PROBLEM
Determine how many lines in the data below contain "from" and write only that number.

GIVEN RECORDS Start Marker

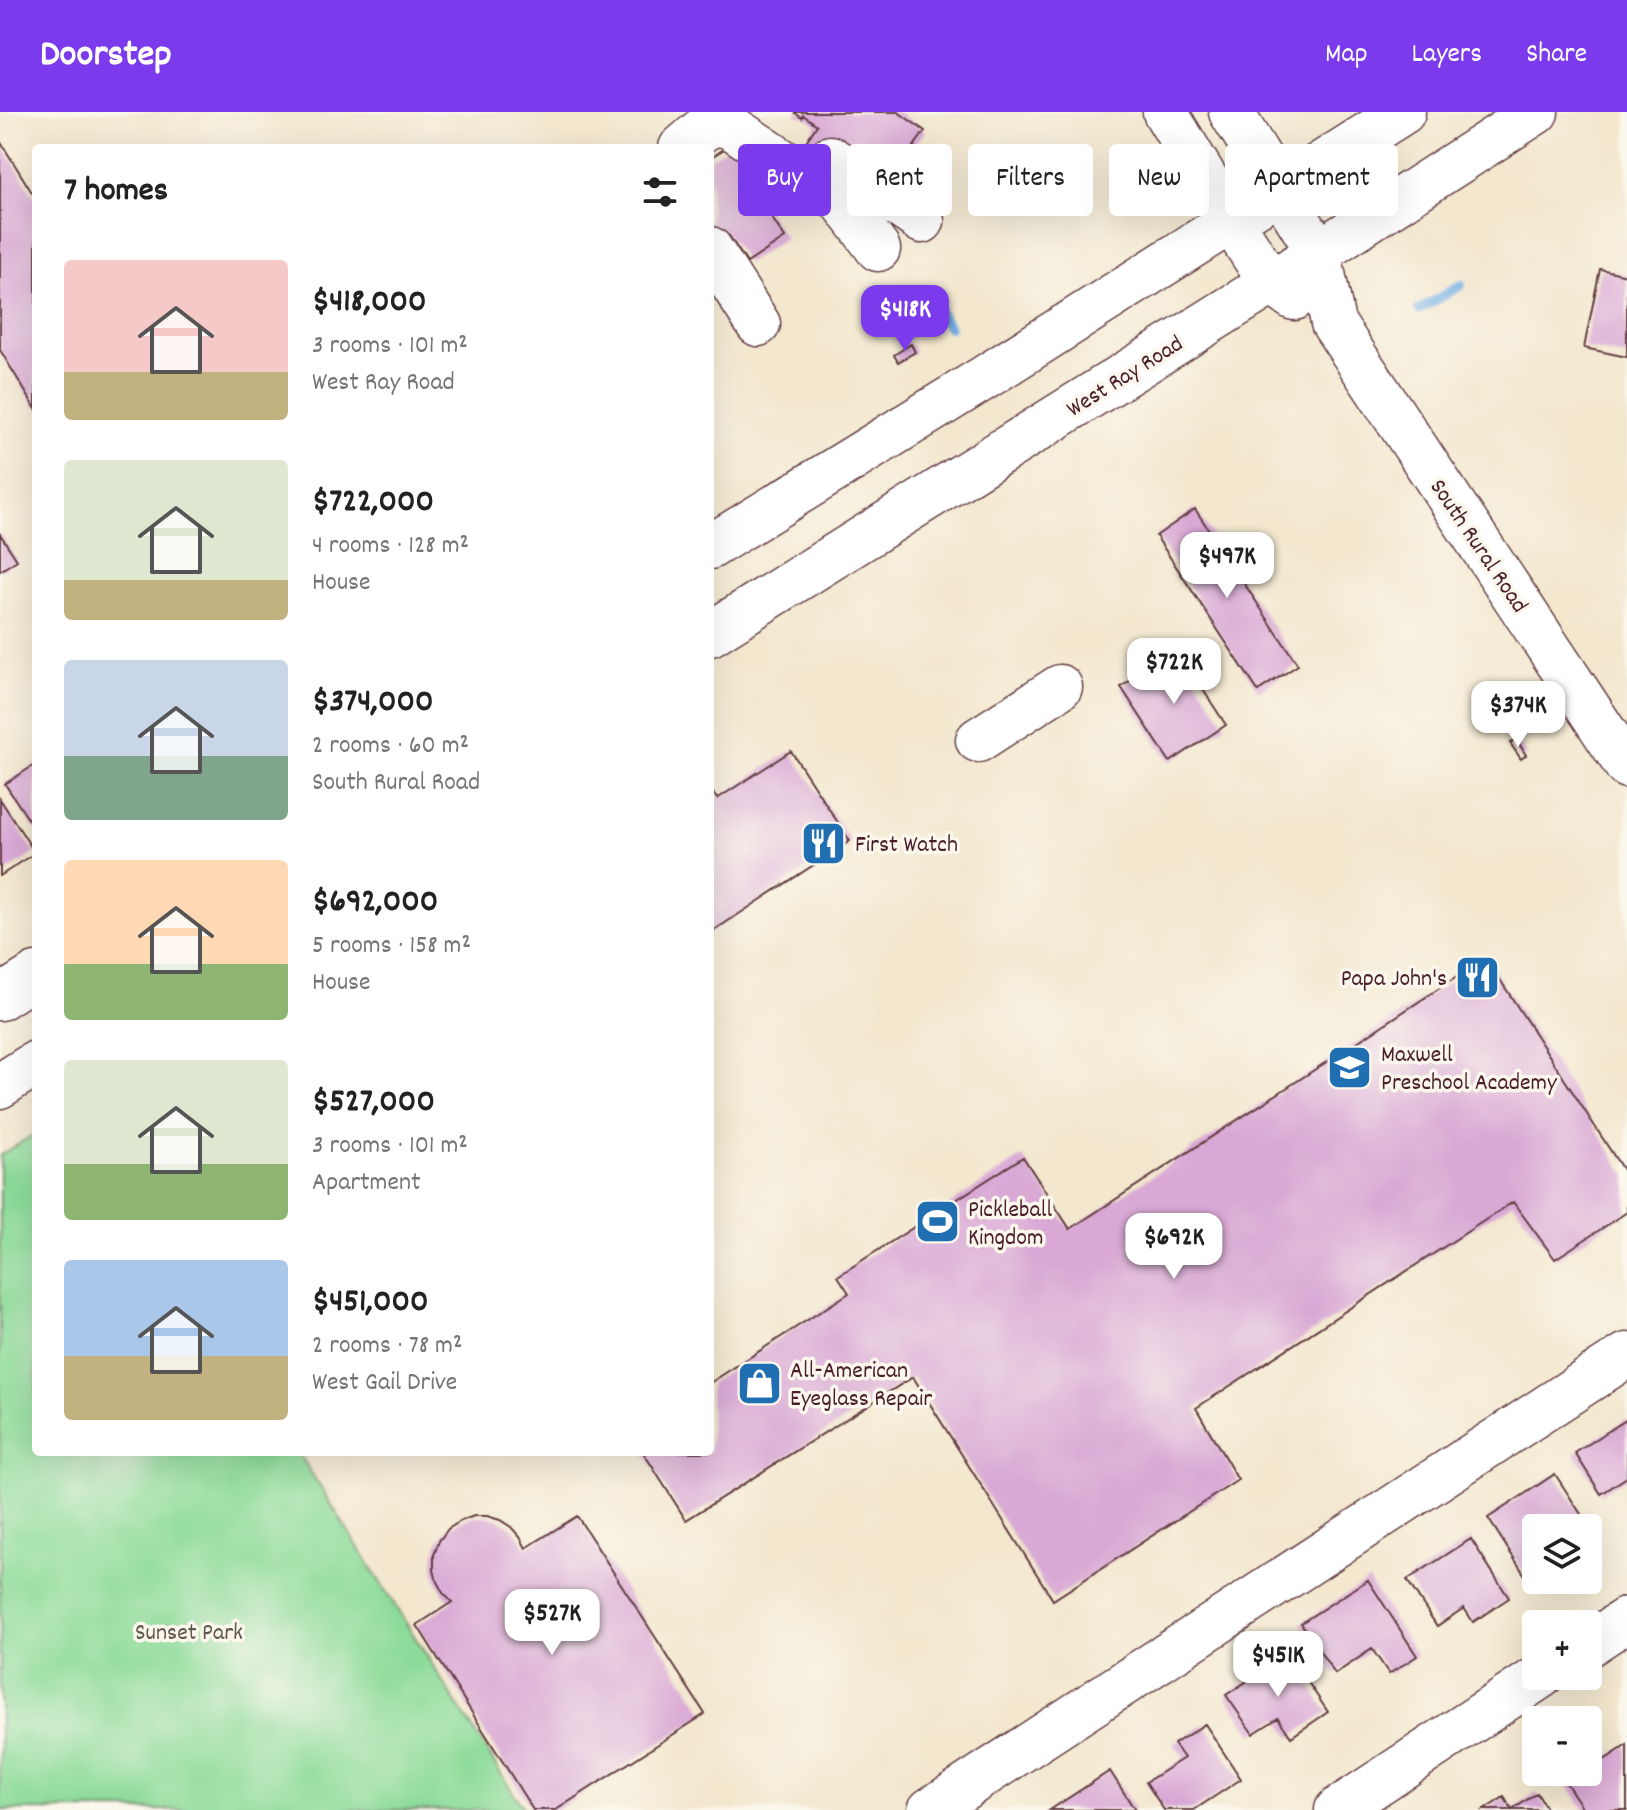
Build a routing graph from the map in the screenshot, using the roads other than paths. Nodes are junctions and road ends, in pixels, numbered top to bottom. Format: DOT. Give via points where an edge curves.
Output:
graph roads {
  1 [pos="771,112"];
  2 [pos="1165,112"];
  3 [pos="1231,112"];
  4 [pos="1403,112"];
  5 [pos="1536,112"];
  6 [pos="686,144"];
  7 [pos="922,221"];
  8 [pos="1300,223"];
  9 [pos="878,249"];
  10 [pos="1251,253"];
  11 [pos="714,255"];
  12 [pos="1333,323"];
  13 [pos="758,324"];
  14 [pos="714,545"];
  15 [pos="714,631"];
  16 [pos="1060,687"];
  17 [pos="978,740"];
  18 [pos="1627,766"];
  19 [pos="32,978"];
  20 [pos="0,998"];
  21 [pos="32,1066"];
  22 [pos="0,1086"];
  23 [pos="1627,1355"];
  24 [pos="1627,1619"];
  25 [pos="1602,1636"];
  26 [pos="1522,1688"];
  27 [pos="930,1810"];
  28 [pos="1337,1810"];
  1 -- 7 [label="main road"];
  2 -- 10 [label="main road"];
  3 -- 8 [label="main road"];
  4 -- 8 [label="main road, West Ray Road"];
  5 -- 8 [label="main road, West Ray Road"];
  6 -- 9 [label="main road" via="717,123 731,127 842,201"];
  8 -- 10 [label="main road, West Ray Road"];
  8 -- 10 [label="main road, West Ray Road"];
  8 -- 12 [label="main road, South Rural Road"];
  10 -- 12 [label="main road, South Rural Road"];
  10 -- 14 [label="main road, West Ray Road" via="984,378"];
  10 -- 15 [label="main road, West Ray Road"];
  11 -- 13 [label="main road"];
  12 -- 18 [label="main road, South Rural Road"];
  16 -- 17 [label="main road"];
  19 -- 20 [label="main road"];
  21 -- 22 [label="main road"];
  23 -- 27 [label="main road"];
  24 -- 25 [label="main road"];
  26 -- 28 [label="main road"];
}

GIVEN RECORDS End Marker
GIVEN RECORDS Start Marker

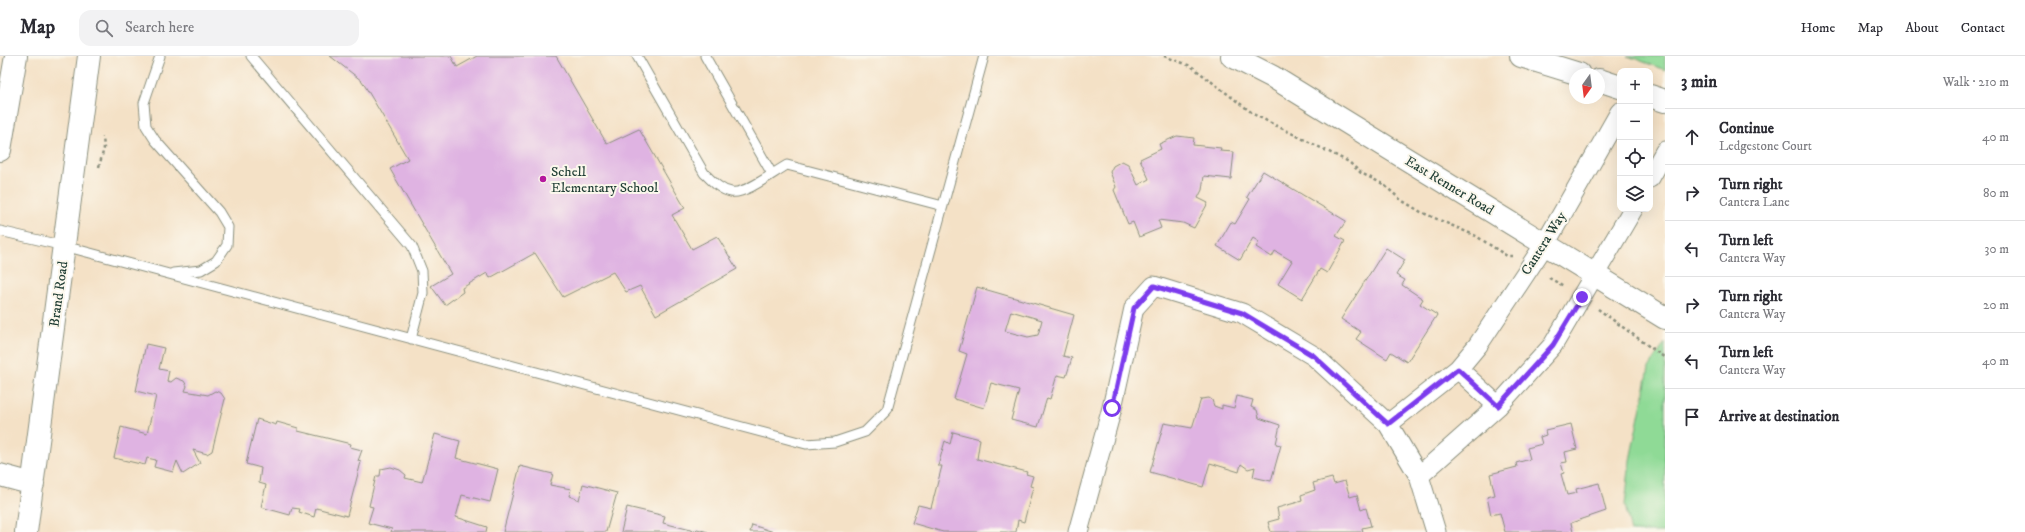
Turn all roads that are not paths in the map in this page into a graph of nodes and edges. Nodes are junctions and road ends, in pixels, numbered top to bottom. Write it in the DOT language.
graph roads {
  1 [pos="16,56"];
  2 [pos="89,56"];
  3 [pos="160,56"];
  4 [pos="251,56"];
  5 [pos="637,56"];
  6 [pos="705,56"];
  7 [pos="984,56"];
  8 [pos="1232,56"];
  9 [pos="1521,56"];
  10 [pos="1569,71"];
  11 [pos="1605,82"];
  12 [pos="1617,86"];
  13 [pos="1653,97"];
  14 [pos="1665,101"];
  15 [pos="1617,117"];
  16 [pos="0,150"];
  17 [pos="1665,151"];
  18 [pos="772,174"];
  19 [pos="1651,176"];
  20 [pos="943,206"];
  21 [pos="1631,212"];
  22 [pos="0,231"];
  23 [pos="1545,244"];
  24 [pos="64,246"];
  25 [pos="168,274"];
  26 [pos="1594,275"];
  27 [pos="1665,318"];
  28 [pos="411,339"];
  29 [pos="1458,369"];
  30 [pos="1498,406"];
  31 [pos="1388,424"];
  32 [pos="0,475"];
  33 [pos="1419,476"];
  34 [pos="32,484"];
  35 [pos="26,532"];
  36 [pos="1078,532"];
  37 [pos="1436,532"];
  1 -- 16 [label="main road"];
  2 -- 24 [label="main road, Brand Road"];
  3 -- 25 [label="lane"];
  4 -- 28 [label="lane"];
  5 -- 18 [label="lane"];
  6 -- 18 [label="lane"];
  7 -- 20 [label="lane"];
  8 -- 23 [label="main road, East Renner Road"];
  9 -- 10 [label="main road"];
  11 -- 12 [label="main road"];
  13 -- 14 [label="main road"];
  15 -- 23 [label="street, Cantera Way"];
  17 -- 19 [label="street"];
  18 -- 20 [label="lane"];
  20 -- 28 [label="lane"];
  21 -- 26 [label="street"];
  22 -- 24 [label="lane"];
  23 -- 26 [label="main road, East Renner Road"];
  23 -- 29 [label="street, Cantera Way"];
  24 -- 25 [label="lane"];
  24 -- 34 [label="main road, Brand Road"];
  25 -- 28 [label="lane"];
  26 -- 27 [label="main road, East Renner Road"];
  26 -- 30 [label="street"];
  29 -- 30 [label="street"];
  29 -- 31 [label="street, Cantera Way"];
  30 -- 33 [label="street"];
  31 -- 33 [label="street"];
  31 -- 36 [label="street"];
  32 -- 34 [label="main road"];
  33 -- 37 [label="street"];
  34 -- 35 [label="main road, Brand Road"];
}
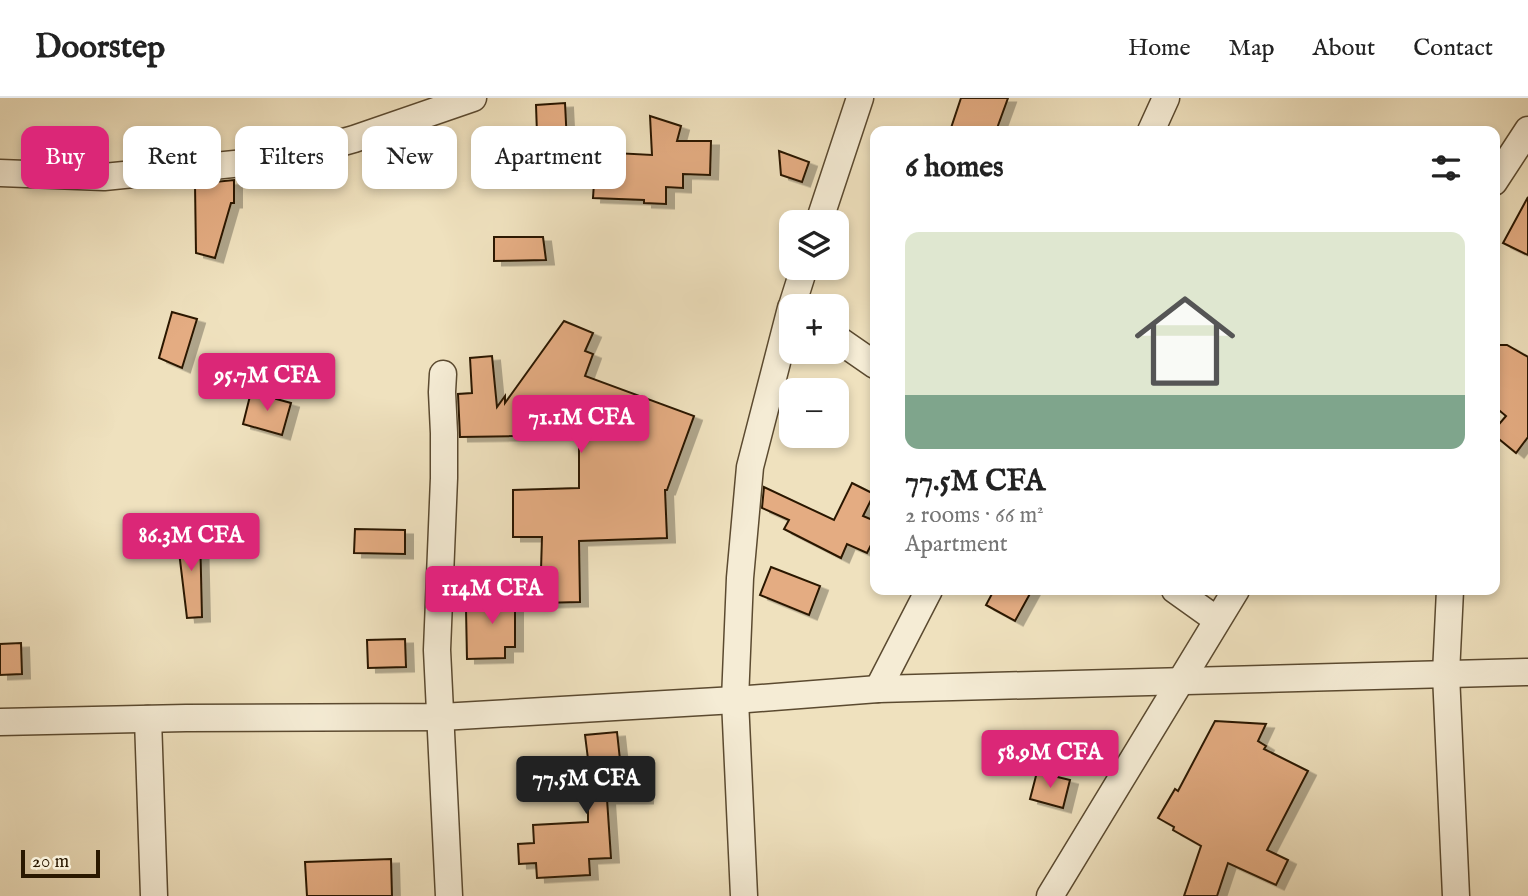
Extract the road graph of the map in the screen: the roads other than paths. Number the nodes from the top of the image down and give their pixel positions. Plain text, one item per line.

GIVEN RECORDS End Marker

REPLY TO THE EXERCISE
2